Frankly, I started considering Adderall again because unmedicated ADHD is just exhausting. I was tired of tripping over my own feet, making mistakes at work that I couldn’t properly explain, and missing deadlines because I seemed to have no concept of how much time something would actually take.
If there was a pill that was somehow going to help me get my shit together, I was ready to try it. Even if it put me in the same category as that shady vice principal.
Well-meaning friends didn’t hesitate to issue warnings, though. I’d be “totally wired,” they told me, even uncomfortable with the level of alertness I might feel. Others cautioned against worsening anxiety, asking if I’d considered my “other options.” And many warned me about the possibility of becoming addicted.
“Stimulants are abused all the time,” they’d say. “Are you sure you can handle it?”
To be fair, I wasn’t entirely sure that I could handle it. While stimulants were never a temptation for me in the past — except coffee, that is — I had struggled with substance abuse before, particularly around alcohol. I didn’t know if someone with my history could safely take a medication like Adderall.
But as it turned out, I could. Working with my psychiatrist and my partner, we created a plan for how I would safely try the medication. We opted for a slower-release form of Adderall, which is more difficult to abuse. My partner was the designated “handler” of that medication, filling my weekly pill container and keeping a mindful eye on the quantity that remained each week.
And something amazing happened: I could finally function.
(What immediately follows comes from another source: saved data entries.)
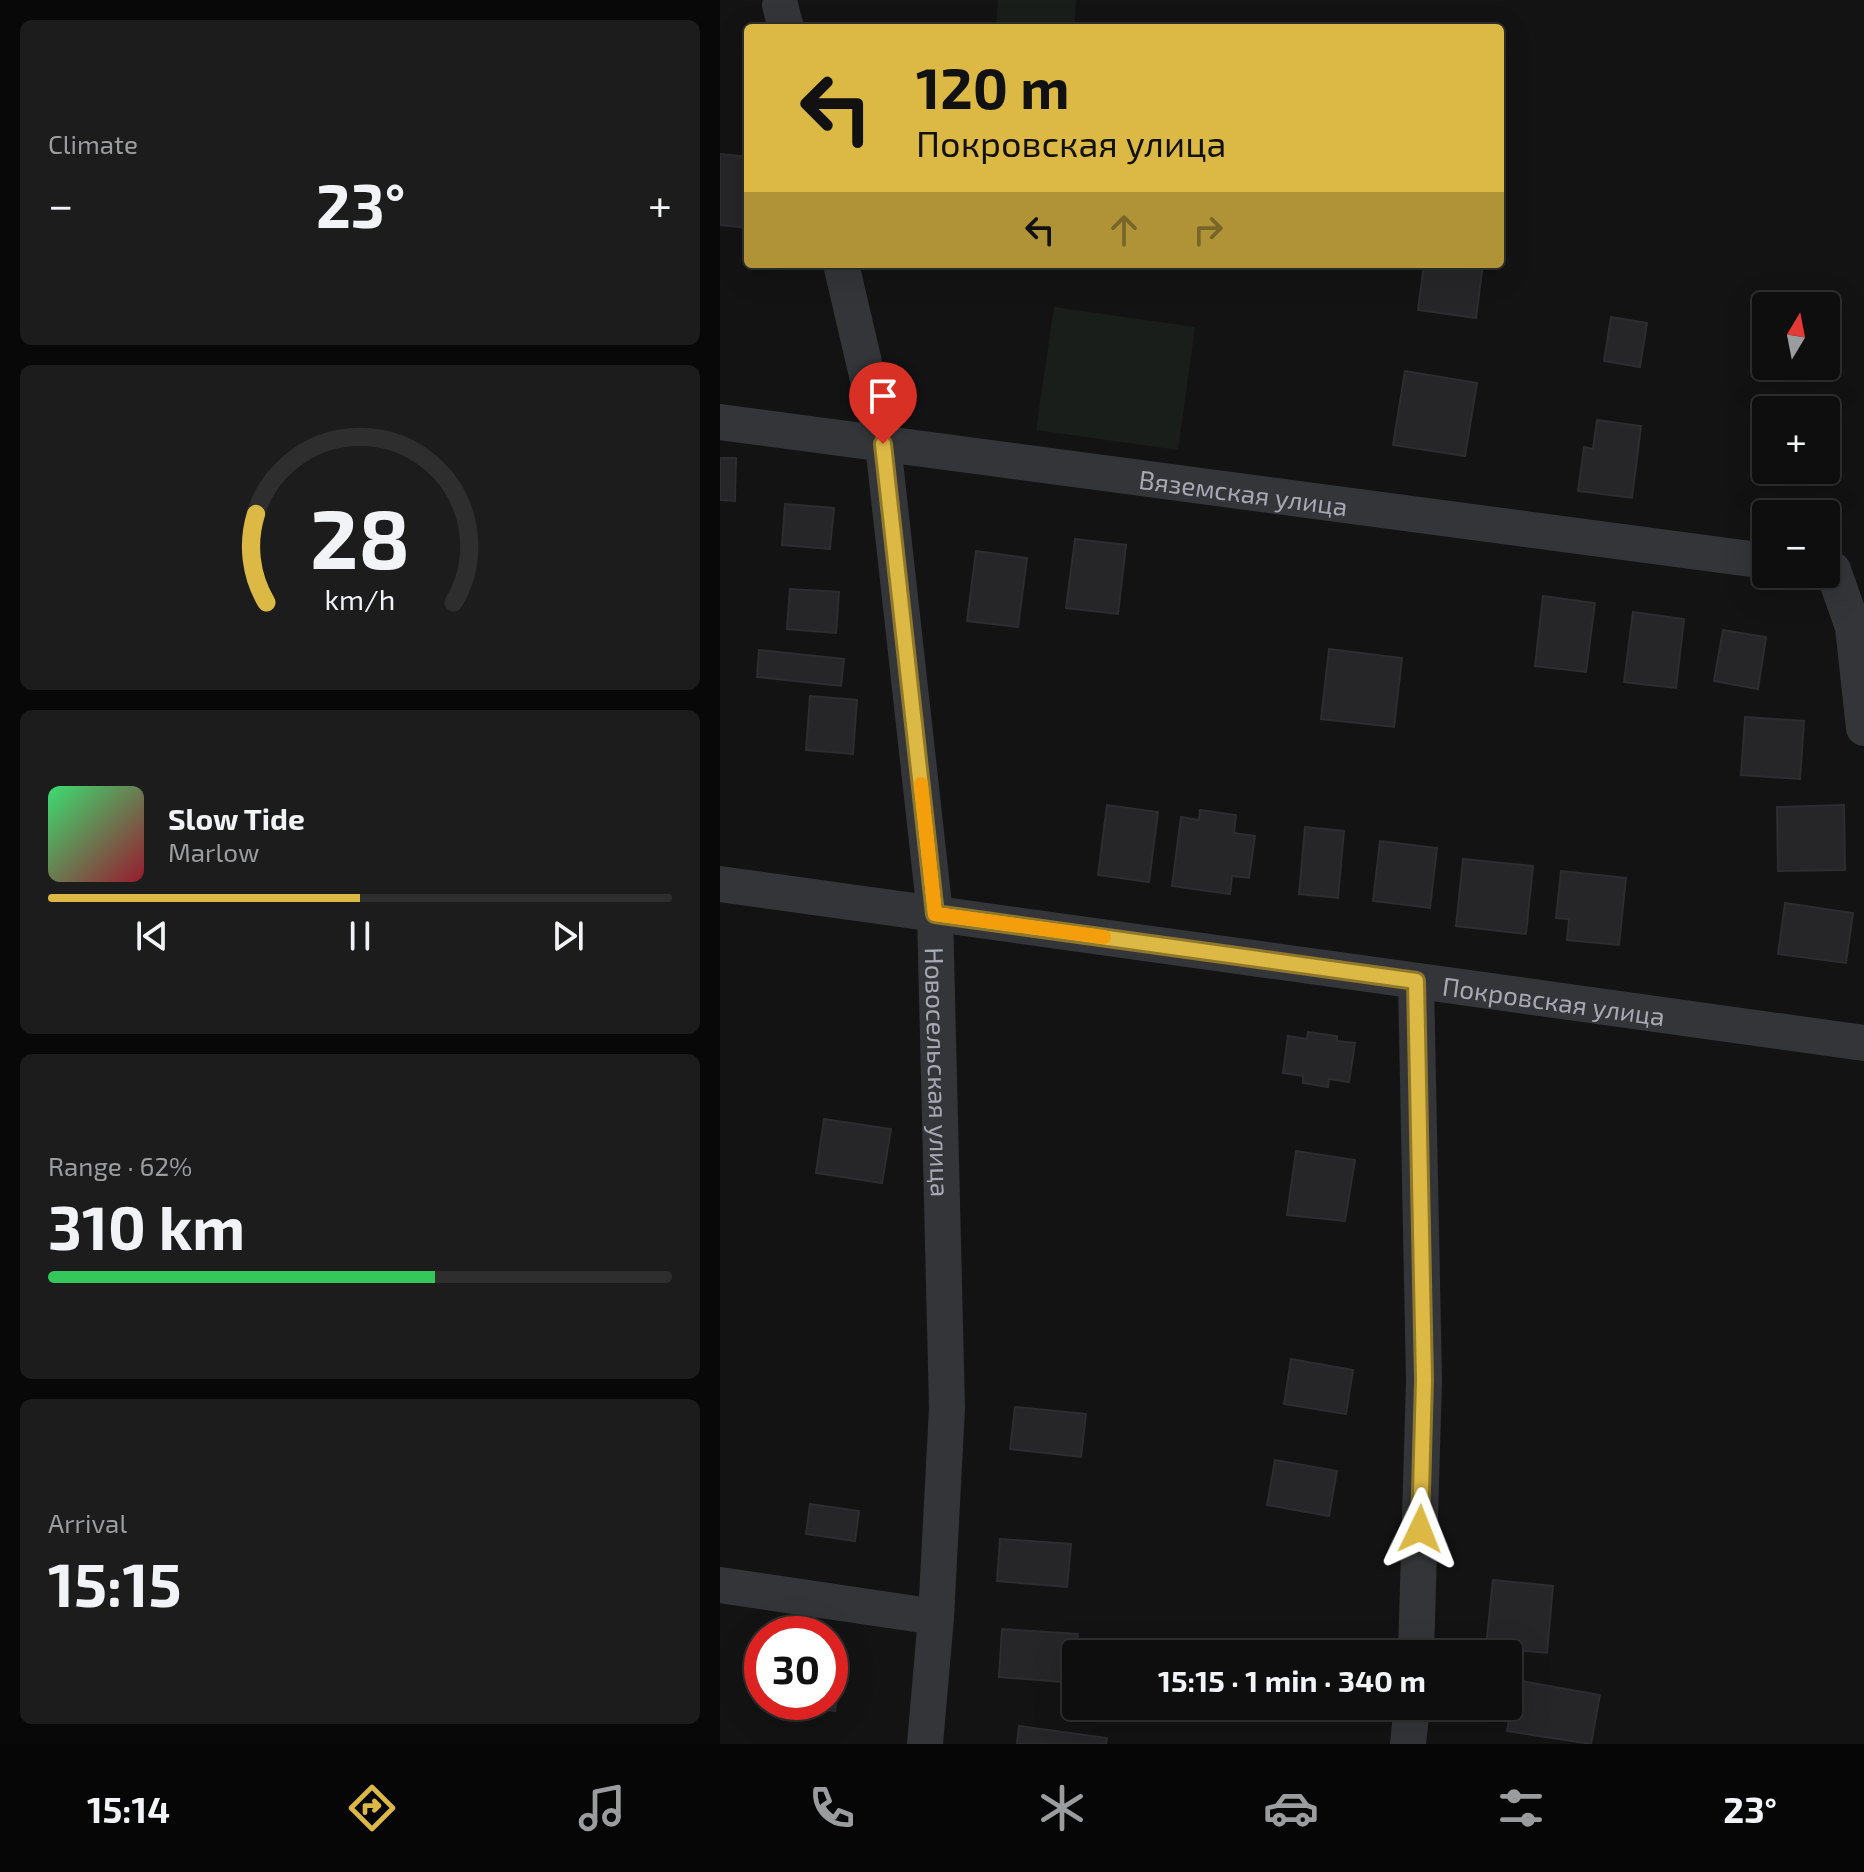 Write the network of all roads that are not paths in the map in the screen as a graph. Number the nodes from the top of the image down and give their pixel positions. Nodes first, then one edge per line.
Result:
1 (842, 268) edge
2 (720, 422) edge
3 (883, 444) junction
4 (1752, 559) edge
5 (1841, 571) edge
6 (1864, 728) edge
7 (720, 884) edge
8 (935, 914) junction
9 (1416, 981) junction
10 (1864, 1043) edge
11 (720, 1585) edge
12 (936, 1617) junction
13 (1416, 1640) edge
14 (1411, 1720) edge
15 (925, 1744) edge
16 (1408, 1744) edge

1 - 3 street, Новосельская улица
2 - 3 street, Вяземская улица
3 - 4 street, Вяземская улица
3 - 8 street, Новосельская улица
5 - 6 street
7 - 8 street, Покровская улица
8 - 9 street, Покровская улица
8 - 12 street, Новосельская улица
9 - 10 street, Покровская улица
9 - 13 street
11 - 12 street
12 - 15 street, Новосельская улица
14 - 16 street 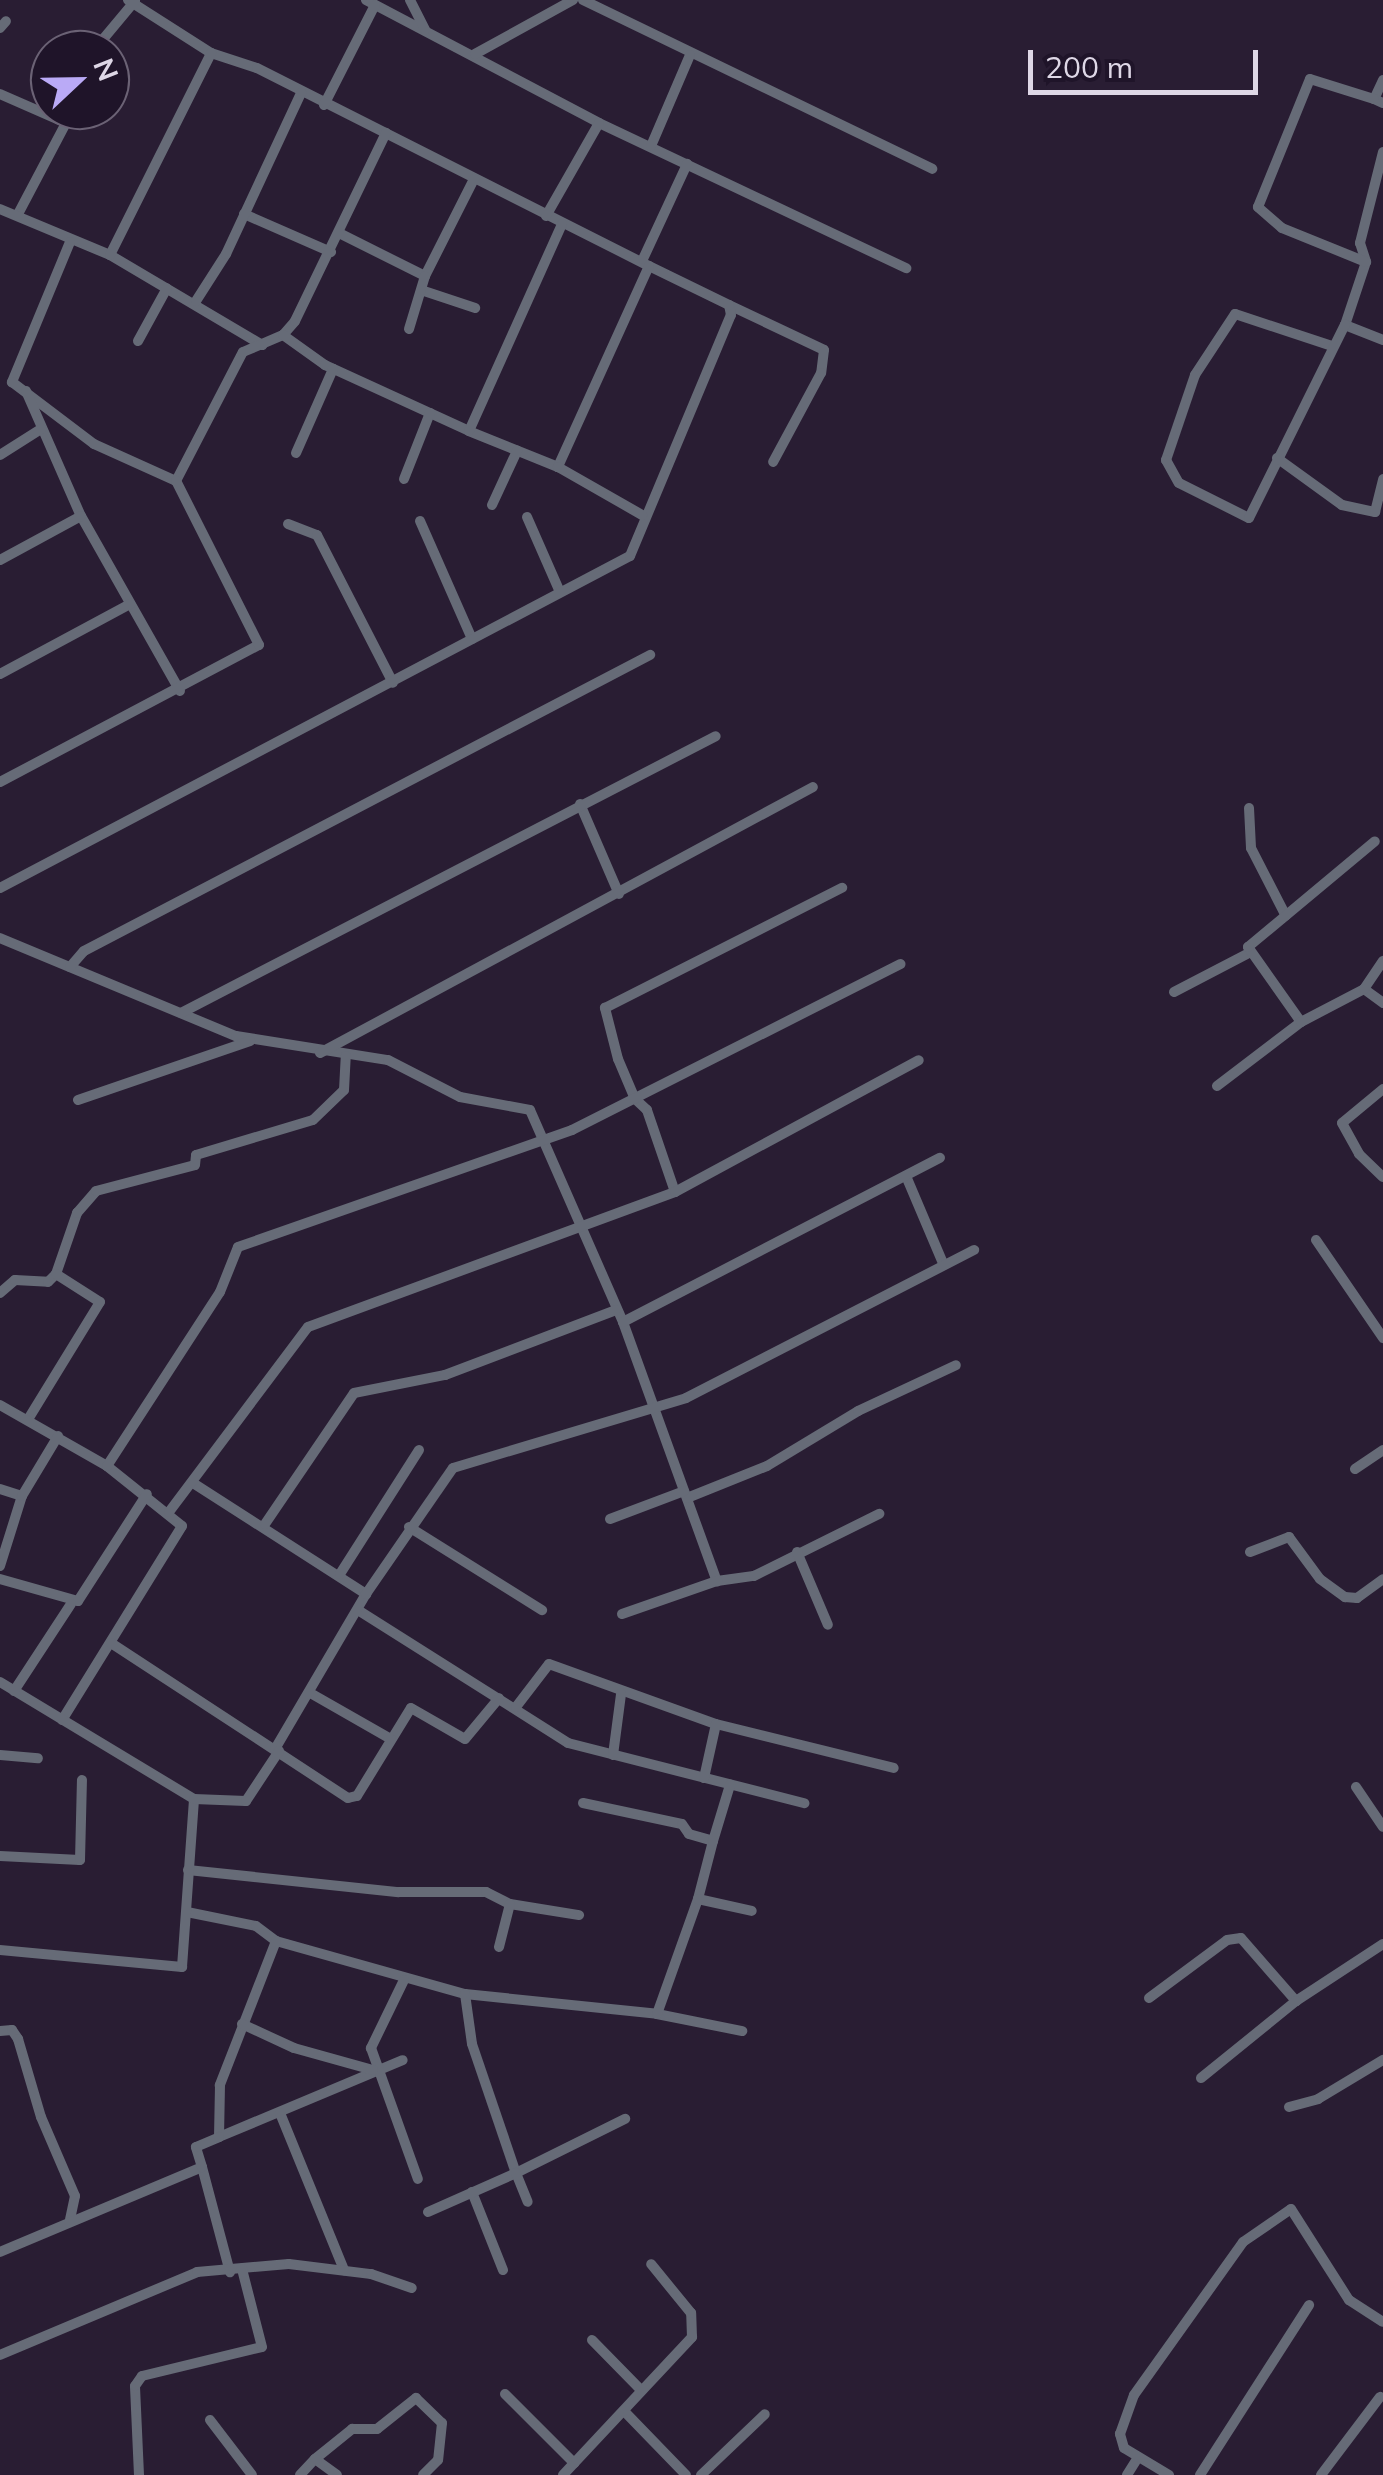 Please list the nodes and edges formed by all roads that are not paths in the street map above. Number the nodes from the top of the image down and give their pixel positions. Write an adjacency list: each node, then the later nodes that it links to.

I started to excel at my job in ways I always knew I was capable of, but could never before attain. I became calmer, less reactive, and less impulsive (all of which, by the way, helped to maintain my sobriety). I could make better use of the organizational tools that, before, hardly seemed to make a difference. I could sit at my desk for a few hours without it ever occurring to me to pace around the room.
The tornado of restlessness, distractibility, and misdirected energy that seemed to swirl around me at all times had finally subsided. In its place, I wasn’t “wired,” anxious, or addicted — I was, simply put, a more grounded version of myself.
While I was overjoyed to finally be more effective at what I wanted to be doing in my life, I was admittedly a little bitter, too. Bitter because, for so long, I’d avoided this medication because I mistakenly believed it was dangerous or harmful, even to those who have the exact disorder it’s designed to target.
In reality, I learned, many people with ADHD are more likely to abuse substances and engage in dangerous behaviors when their ADHD isn’t being treated — in fact, half of untreated adults develop a substance use disorder at some point in their lives. Some of the hallmark symptoms of ADHD (including intense boredom, impulsivity, and reactivity) can make it more difficult to stay sober, so treating ADHD is often a critical part of sobriety.
Of course, no one had explained this to me before, and the image of my classmate selling Adderall to frats didn’t exactly give me the impression that it was a medication that encourages strong decision-making skills.
Despite the scare tactics, clinicians are in agreement here: Adderall is a medication for people who have ADHD. And if it’s taken as prescribed, it can be a safe and effective way to manage those symptoms, and to offer a quality of life that may not have been achieved otherwise.
It certainly did that for me. My only regret is that I didn’t give it a chance sooner.